## Description of the task
Wherever the word "Galroda" appears in a line of the records, copy that line.

## Dataset

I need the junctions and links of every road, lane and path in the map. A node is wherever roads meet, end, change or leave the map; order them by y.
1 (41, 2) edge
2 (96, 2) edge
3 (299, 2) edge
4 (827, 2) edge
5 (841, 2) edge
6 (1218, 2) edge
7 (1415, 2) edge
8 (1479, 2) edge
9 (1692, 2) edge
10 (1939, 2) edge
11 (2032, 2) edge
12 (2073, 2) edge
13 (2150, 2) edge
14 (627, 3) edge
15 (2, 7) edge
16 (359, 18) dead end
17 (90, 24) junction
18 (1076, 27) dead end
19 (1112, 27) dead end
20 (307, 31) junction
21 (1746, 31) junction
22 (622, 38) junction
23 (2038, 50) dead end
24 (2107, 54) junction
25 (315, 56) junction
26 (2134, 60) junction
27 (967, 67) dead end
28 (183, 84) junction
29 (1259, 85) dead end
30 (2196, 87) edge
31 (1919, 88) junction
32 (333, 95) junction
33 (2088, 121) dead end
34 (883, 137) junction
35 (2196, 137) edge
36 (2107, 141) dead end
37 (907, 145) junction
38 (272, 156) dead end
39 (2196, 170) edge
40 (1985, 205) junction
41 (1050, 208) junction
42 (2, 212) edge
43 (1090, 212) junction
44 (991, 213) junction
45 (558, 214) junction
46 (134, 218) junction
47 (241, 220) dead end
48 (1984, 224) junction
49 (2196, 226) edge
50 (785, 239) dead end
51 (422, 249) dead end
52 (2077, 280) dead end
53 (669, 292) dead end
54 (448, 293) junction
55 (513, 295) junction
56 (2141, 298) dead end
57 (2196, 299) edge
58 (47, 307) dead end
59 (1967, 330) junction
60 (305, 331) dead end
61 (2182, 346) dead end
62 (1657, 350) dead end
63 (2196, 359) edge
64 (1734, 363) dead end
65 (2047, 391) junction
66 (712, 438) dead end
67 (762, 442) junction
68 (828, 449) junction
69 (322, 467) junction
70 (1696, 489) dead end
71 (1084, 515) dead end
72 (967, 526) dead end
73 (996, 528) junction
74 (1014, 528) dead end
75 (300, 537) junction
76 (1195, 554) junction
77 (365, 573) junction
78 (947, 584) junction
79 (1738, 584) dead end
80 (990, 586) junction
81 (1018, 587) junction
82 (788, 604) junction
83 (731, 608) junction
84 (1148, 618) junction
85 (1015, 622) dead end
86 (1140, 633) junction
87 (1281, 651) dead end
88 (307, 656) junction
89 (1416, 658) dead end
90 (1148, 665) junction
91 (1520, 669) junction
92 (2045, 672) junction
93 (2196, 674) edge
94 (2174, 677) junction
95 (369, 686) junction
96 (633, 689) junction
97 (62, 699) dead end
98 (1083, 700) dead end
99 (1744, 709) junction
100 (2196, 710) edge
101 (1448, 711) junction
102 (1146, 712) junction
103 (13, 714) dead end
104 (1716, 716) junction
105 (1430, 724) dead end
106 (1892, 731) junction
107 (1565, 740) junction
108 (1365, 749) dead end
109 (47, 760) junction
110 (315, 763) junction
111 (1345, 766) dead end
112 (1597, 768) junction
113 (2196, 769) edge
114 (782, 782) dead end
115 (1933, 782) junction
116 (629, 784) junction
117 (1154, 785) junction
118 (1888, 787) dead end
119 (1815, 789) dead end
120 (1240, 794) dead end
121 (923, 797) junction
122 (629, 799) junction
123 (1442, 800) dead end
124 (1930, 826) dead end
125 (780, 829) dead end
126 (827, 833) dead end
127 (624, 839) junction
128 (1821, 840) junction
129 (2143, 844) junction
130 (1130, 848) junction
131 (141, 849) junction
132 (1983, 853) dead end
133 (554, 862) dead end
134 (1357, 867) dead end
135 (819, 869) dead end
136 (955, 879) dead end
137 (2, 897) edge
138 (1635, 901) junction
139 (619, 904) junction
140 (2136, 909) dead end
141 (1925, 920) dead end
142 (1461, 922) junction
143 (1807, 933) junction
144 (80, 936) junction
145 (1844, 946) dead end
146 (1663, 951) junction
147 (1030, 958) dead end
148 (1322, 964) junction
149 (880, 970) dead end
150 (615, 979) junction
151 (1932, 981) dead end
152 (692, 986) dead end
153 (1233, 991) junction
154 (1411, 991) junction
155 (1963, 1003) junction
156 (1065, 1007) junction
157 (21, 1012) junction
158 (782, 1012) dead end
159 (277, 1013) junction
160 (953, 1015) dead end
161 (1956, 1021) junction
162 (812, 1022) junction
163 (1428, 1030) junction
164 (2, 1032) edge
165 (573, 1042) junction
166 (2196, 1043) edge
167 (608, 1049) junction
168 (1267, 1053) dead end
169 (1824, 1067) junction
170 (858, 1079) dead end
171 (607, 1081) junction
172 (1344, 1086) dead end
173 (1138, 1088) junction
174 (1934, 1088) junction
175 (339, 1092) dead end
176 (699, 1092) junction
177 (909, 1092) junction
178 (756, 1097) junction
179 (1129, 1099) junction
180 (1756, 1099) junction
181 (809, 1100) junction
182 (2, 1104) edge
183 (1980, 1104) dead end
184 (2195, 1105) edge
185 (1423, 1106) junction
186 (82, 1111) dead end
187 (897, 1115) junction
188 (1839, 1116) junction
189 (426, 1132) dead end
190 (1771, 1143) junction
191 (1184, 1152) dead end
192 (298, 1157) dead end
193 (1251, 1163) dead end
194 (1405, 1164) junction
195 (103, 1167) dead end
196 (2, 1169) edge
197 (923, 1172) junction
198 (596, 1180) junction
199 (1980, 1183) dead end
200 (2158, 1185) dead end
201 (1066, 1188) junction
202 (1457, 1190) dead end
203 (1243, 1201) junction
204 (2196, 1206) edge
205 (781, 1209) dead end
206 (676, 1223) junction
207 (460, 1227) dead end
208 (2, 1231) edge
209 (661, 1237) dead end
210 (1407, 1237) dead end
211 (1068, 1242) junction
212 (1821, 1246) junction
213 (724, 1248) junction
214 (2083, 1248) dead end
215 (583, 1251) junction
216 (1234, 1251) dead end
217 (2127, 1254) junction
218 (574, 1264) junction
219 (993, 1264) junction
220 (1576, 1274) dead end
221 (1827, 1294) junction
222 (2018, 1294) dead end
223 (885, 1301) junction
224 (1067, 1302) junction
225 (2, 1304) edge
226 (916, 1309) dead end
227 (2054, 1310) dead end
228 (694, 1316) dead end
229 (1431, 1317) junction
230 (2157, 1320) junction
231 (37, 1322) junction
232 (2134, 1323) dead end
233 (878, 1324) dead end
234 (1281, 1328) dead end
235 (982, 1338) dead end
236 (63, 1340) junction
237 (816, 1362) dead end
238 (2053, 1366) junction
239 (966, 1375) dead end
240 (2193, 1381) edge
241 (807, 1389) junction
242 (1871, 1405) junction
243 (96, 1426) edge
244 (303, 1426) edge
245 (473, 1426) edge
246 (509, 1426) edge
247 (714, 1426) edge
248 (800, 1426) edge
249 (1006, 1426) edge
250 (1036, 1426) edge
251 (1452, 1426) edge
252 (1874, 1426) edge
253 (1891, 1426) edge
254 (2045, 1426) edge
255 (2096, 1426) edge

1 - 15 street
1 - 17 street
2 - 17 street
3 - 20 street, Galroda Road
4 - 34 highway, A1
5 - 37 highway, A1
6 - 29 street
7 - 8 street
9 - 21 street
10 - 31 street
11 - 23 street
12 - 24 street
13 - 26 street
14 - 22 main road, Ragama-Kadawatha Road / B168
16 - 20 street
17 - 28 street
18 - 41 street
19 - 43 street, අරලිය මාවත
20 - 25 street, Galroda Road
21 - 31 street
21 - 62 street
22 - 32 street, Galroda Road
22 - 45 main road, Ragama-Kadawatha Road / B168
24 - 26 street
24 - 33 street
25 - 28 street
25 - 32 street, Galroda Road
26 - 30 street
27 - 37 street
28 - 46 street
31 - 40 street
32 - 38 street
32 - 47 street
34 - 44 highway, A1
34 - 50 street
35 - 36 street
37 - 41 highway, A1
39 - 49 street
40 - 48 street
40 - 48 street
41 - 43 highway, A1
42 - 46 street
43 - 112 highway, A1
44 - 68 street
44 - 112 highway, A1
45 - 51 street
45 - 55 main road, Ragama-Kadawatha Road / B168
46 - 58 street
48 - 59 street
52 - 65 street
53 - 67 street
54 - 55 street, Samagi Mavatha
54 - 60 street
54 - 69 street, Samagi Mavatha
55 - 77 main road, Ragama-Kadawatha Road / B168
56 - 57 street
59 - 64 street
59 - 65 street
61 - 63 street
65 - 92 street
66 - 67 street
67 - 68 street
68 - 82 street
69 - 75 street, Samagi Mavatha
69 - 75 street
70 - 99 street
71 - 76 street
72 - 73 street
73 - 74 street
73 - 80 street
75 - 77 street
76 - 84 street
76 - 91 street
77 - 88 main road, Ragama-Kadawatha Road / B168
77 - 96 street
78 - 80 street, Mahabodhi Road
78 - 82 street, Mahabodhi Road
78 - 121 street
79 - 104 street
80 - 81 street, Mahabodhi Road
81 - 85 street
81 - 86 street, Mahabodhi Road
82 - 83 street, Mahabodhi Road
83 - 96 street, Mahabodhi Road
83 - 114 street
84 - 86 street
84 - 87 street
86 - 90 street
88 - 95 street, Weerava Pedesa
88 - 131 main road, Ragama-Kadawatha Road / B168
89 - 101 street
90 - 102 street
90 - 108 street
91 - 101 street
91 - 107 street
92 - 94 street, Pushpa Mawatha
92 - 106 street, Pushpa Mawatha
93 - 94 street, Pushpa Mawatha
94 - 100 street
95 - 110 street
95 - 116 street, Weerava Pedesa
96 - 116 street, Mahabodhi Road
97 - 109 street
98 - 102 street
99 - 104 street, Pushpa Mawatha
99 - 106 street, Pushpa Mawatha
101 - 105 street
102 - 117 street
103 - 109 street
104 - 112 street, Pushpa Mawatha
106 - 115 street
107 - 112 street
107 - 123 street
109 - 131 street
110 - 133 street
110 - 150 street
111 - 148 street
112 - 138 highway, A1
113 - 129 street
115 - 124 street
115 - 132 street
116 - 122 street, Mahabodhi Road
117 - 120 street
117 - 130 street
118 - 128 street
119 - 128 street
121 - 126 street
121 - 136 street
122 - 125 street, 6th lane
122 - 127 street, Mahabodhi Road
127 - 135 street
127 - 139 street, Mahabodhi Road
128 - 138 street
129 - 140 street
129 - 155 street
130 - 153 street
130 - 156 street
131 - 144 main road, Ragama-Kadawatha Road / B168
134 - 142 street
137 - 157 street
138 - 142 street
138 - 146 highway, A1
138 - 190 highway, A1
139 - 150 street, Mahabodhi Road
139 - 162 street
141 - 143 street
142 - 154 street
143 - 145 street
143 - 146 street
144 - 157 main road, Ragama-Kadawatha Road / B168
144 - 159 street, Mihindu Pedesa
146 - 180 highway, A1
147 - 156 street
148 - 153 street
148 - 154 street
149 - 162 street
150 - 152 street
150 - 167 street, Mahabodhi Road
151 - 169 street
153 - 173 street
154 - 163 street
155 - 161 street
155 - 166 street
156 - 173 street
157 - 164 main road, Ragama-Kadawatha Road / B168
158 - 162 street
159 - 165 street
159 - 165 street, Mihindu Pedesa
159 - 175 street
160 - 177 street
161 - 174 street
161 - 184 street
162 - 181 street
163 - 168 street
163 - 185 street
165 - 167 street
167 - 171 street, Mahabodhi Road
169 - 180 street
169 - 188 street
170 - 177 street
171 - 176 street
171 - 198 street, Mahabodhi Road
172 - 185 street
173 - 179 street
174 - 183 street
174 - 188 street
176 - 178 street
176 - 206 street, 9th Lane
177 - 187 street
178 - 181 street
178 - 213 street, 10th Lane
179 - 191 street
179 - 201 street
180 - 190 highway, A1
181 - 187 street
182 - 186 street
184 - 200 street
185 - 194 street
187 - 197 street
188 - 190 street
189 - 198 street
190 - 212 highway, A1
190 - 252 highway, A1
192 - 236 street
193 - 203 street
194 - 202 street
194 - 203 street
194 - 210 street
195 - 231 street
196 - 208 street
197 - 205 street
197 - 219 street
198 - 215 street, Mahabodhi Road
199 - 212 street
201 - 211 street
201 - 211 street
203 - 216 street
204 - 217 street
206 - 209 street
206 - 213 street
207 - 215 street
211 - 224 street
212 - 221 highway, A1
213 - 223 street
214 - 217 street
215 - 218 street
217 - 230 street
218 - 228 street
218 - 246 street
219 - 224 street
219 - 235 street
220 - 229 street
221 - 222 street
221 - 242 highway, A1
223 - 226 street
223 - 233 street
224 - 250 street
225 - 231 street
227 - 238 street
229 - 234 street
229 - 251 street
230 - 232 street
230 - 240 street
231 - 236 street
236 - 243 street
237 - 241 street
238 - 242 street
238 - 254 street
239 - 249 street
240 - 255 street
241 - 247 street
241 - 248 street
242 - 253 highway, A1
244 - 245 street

## Answer space
3 - 20 street, Galroda Road
20 - 25 street, Galroda Road
22 - 32 street, Galroda Road
25 - 32 street, Galroda Road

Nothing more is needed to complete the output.